Stored data entries
★ ★ ★

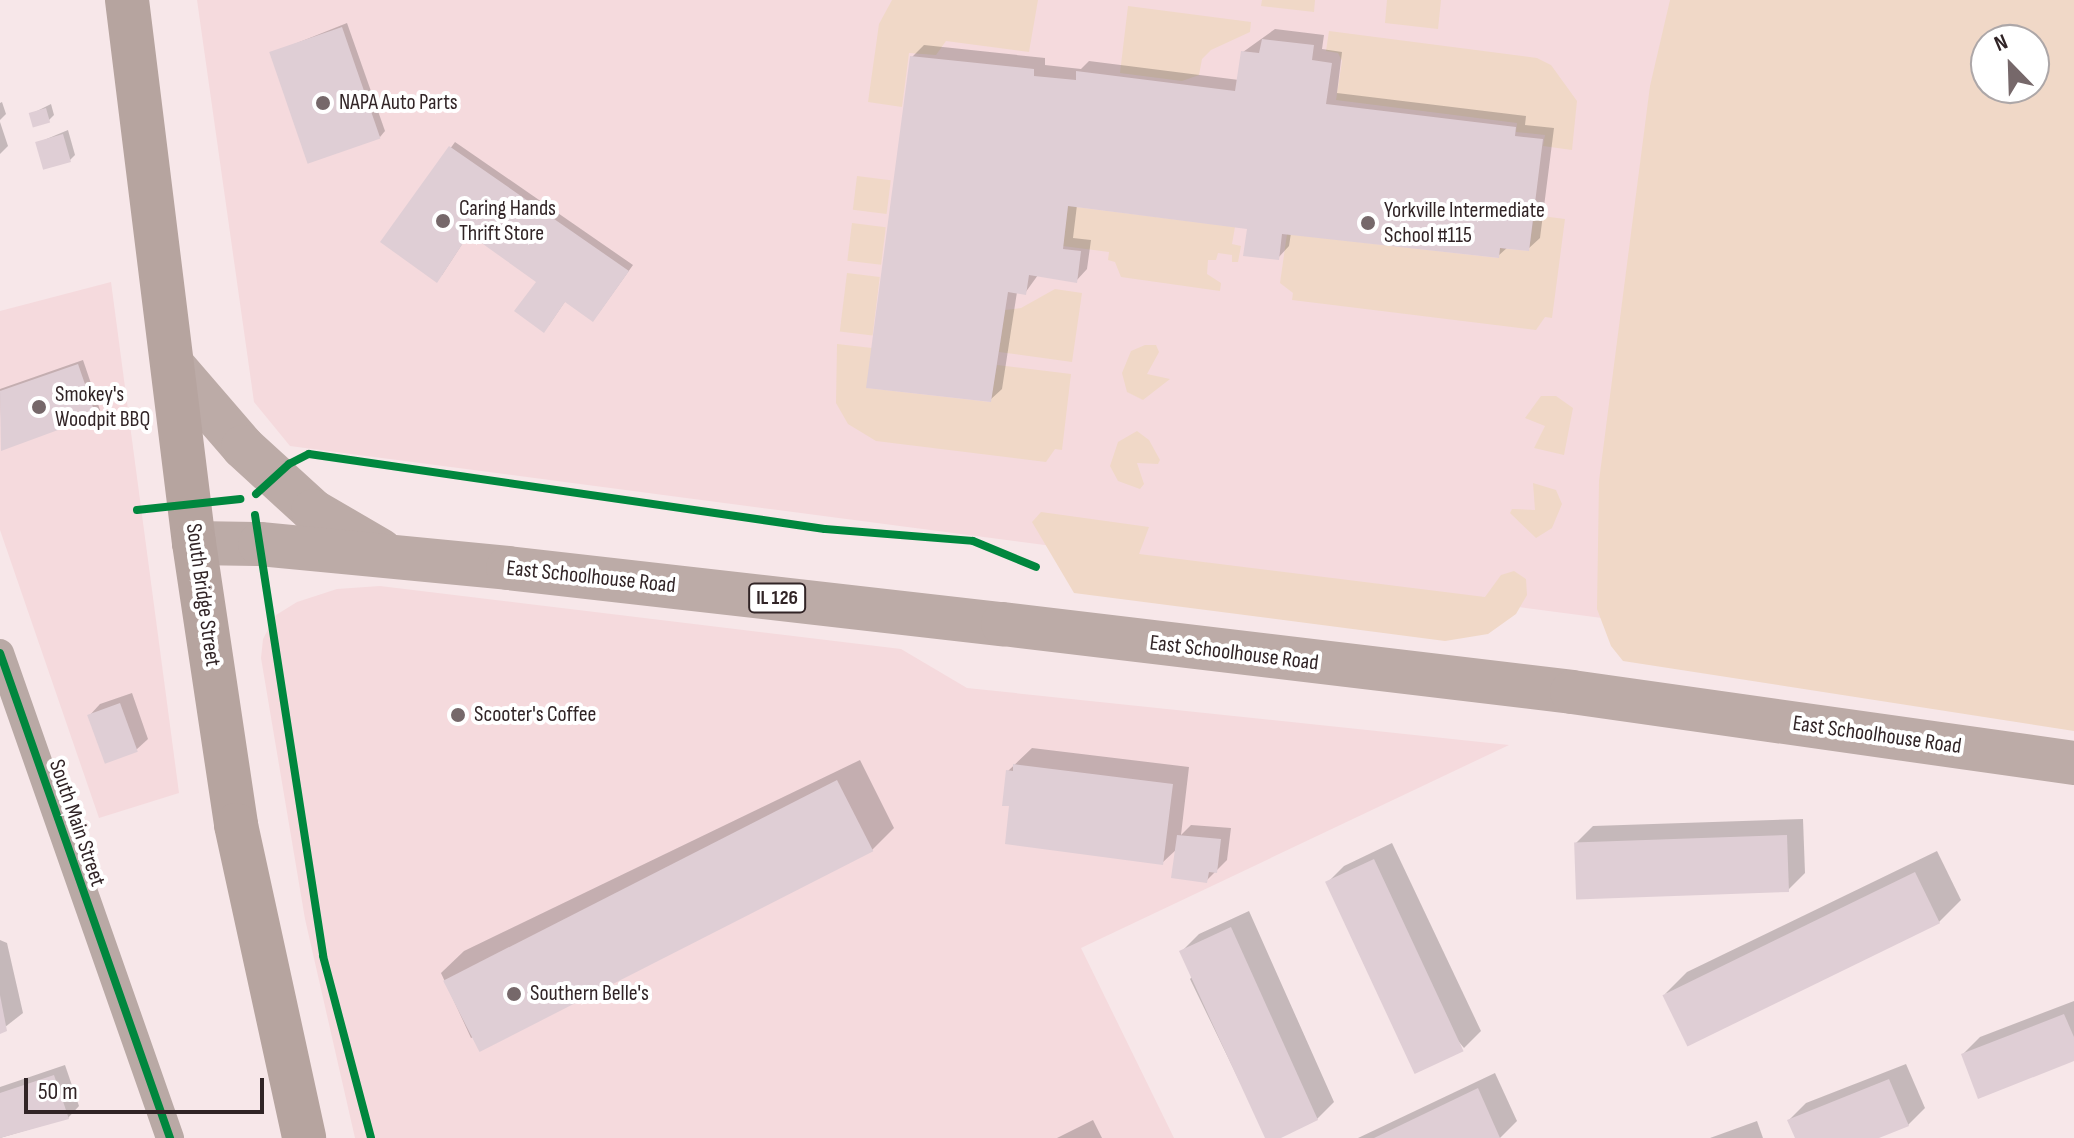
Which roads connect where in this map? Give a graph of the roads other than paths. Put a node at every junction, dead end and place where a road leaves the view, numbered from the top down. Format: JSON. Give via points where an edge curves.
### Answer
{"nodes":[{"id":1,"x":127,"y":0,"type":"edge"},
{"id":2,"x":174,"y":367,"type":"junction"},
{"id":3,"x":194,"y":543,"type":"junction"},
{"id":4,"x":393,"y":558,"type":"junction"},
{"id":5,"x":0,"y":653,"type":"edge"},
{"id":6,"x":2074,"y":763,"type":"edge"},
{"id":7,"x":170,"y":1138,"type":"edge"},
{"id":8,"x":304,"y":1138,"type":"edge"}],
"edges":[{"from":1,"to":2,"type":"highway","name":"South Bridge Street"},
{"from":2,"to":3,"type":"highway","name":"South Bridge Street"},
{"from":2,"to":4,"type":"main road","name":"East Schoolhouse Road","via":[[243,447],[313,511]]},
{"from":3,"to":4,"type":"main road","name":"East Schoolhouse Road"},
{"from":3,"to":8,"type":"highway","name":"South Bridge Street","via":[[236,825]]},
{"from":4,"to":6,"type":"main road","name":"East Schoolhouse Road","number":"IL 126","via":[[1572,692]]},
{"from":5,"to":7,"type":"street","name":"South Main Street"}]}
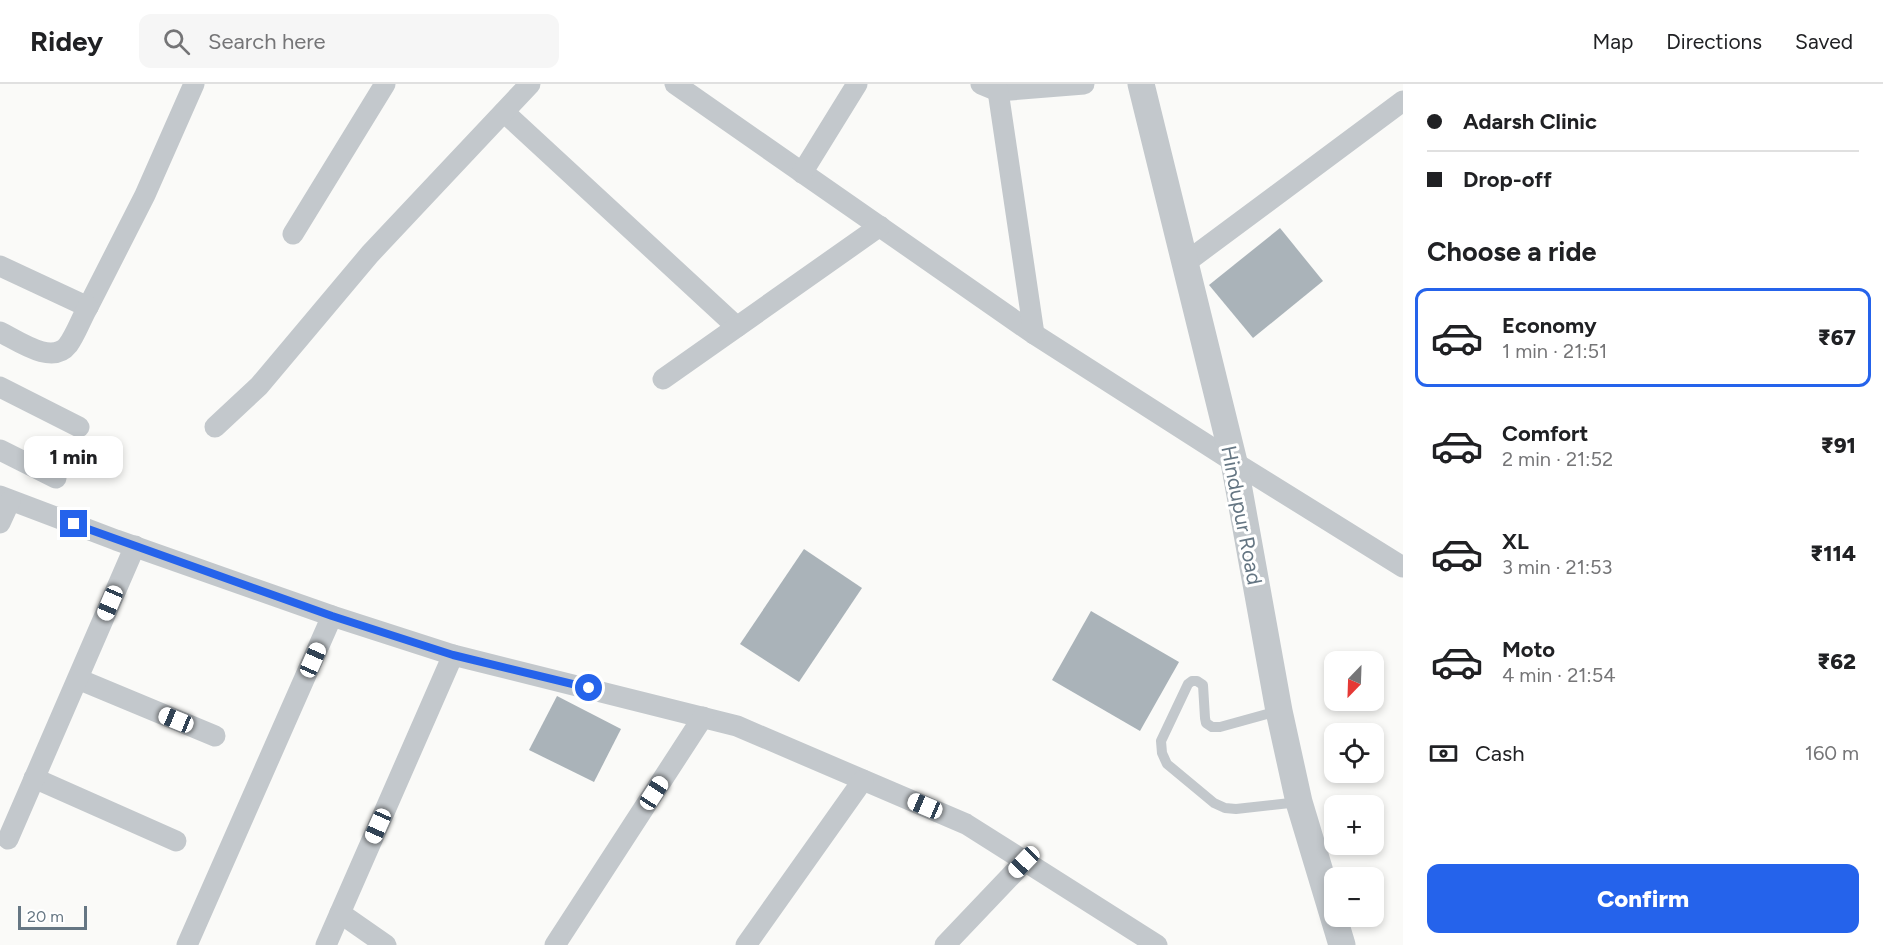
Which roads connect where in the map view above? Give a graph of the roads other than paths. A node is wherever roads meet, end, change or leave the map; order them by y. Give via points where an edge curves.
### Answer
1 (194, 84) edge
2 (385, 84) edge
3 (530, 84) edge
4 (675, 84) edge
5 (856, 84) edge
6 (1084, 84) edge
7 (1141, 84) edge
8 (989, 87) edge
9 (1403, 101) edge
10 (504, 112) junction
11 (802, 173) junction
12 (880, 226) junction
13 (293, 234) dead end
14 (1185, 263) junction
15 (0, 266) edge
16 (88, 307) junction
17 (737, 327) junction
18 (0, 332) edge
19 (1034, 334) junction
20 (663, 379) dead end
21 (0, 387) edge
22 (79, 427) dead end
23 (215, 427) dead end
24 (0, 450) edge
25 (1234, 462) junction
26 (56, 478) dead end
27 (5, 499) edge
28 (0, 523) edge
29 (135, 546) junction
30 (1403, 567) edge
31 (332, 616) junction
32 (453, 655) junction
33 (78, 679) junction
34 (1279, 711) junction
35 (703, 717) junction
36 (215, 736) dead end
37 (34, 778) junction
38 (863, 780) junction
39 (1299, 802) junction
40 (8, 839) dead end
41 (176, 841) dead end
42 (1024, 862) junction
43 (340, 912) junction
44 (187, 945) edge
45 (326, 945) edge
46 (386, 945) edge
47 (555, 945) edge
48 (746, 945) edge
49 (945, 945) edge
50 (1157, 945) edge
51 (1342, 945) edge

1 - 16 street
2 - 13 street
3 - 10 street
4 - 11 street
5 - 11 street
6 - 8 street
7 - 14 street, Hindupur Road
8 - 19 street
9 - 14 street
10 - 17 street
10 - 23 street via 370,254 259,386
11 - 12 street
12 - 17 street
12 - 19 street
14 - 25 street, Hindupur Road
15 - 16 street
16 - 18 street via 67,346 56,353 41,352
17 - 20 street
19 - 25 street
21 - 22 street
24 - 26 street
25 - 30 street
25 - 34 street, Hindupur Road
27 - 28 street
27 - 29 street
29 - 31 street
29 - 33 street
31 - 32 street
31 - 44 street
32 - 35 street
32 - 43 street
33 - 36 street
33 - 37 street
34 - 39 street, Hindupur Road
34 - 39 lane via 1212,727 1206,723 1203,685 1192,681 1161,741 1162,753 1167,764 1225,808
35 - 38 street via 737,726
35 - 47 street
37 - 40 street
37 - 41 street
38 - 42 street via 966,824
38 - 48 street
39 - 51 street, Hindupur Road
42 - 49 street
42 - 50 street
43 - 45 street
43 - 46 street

★ ★ ★

- Required work
Would you set down the entries exactly as given, minus their pictures?

- Response area
Which roads connect where in this map? Give a graph of the roads other than paths. Put a node at every junction, dead end and place where a road leaves the view, numbered from the top down. Format: JSON. Give via points where an edge curves.
### Answer
{"nodes":[{"id":1,"x":127,"y":0,"type":"edge"},
{"id":2,"x":174,"y":367,"type":"junction"},
{"id":3,"x":194,"y":543,"type":"junction"},
{"id":4,"x":393,"y":558,"type":"junction"},
{"id":5,"x":0,"y":653,"type":"edge"},
{"id":6,"x":2074,"y":763,"type":"edge"},
{"id":7,"x":170,"y":1138,"type":"edge"},
{"id":8,"x":304,"y":1138,"type":"edge"}],
"edges":[{"from":1,"to":2,"type":"highway","name":"South Bridge Street"},
{"from":2,"to":3,"type":"highway","name":"South Bridge Street"},
{"from":2,"to":4,"type":"main road","name":"East Schoolhouse Road","via":[[243,447],[313,511]]},
{"from":3,"to":4,"type":"main road","name":"East Schoolhouse Road"},
{"from":3,"to":8,"type":"highway","name":"South Bridge Street","via":[[236,825]]},
{"from":4,"to":6,"type":"main road","name":"East Schoolhouse Road","number":"IL 126","via":[[1572,692]]},
{"from":5,"to":7,"type":"street","name":"South Main Street"}]}
Which roads connect where in the map view above? Give a graph of the roads other than paths. A node is wherever roads meet, end, change or leave the map; order them by y. Give via points where an edge curves.
### Answer
1 (194, 84) edge
2 (385, 84) edge
3 (530, 84) edge
4 (675, 84) edge
5 (856, 84) edge
6 (1084, 84) edge
7 (1141, 84) edge
8 (989, 87) edge
9 (1403, 101) edge
10 (504, 112) junction
11 (802, 173) junction
12 (880, 226) junction
13 (293, 234) dead end
14 (1185, 263) junction
15 (0, 266) edge
16 (88, 307) junction
17 (737, 327) junction
18 (0, 332) edge
19 (1034, 334) junction
20 (663, 379) dead end
21 (0, 387) edge
22 (79, 427) dead end
23 (215, 427) dead end
24 (0, 450) edge
25 (1234, 462) junction
26 (56, 478) dead end
27 (5, 499) edge
28 (0, 523) edge
29 (135, 546) junction
30 (1403, 567) edge
31 (332, 616) junction
32 (453, 655) junction
33 (78, 679) junction
34 (1279, 711) junction
35 (703, 717) junction
36 (215, 736) dead end
37 (34, 778) junction
38 (863, 780) junction
39 (1299, 802) junction
40 (8, 839) dead end
41 (176, 841) dead end
42 (1024, 862) junction
43 (340, 912) junction
44 (187, 945) edge
45 (326, 945) edge
46 (386, 945) edge
47 (555, 945) edge
48 (746, 945) edge
49 (945, 945) edge
50 (1157, 945) edge
51 (1342, 945) edge

1 - 16 street
2 - 13 street
3 - 10 street
4 - 11 street
5 - 11 street
6 - 8 street
7 - 14 street, Hindupur Road
8 - 19 street
9 - 14 street
10 - 17 street
10 - 23 street via 370,254 259,386
11 - 12 street
12 - 17 street
12 - 19 street
14 - 25 street, Hindupur Road
15 - 16 street
16 - 18 street via 67,346 56,353 41,352
17 - 20 street
19 - 25 street
21 - 22 street
24 - 26 street
25 - 30 street
25 - 34 street, Hindupur Road
27 - 28 street
27 - 29 street
29 - 31 street
29 - 33 street
31 - 32 street
31 - 44 street
32 - 35 street
32 - 43 street
33 - 36 street
33 - 37 street
34 - 39 street, Hindupur Road
34 - 39 lane via 1212,727 1206,723 1203,685 1192,681 1161,741 1162,753 1167,764 1225,808
35 - 38 street via 737,726
35 - 47 street
37 - 40 street
37 - 41 street
38 - 42 street via 966,824
38 - 48 street
39 - 51 street, Hindupur Road
42 - 49 street
42 - 50 street
43 - 45 street
43 - 46 street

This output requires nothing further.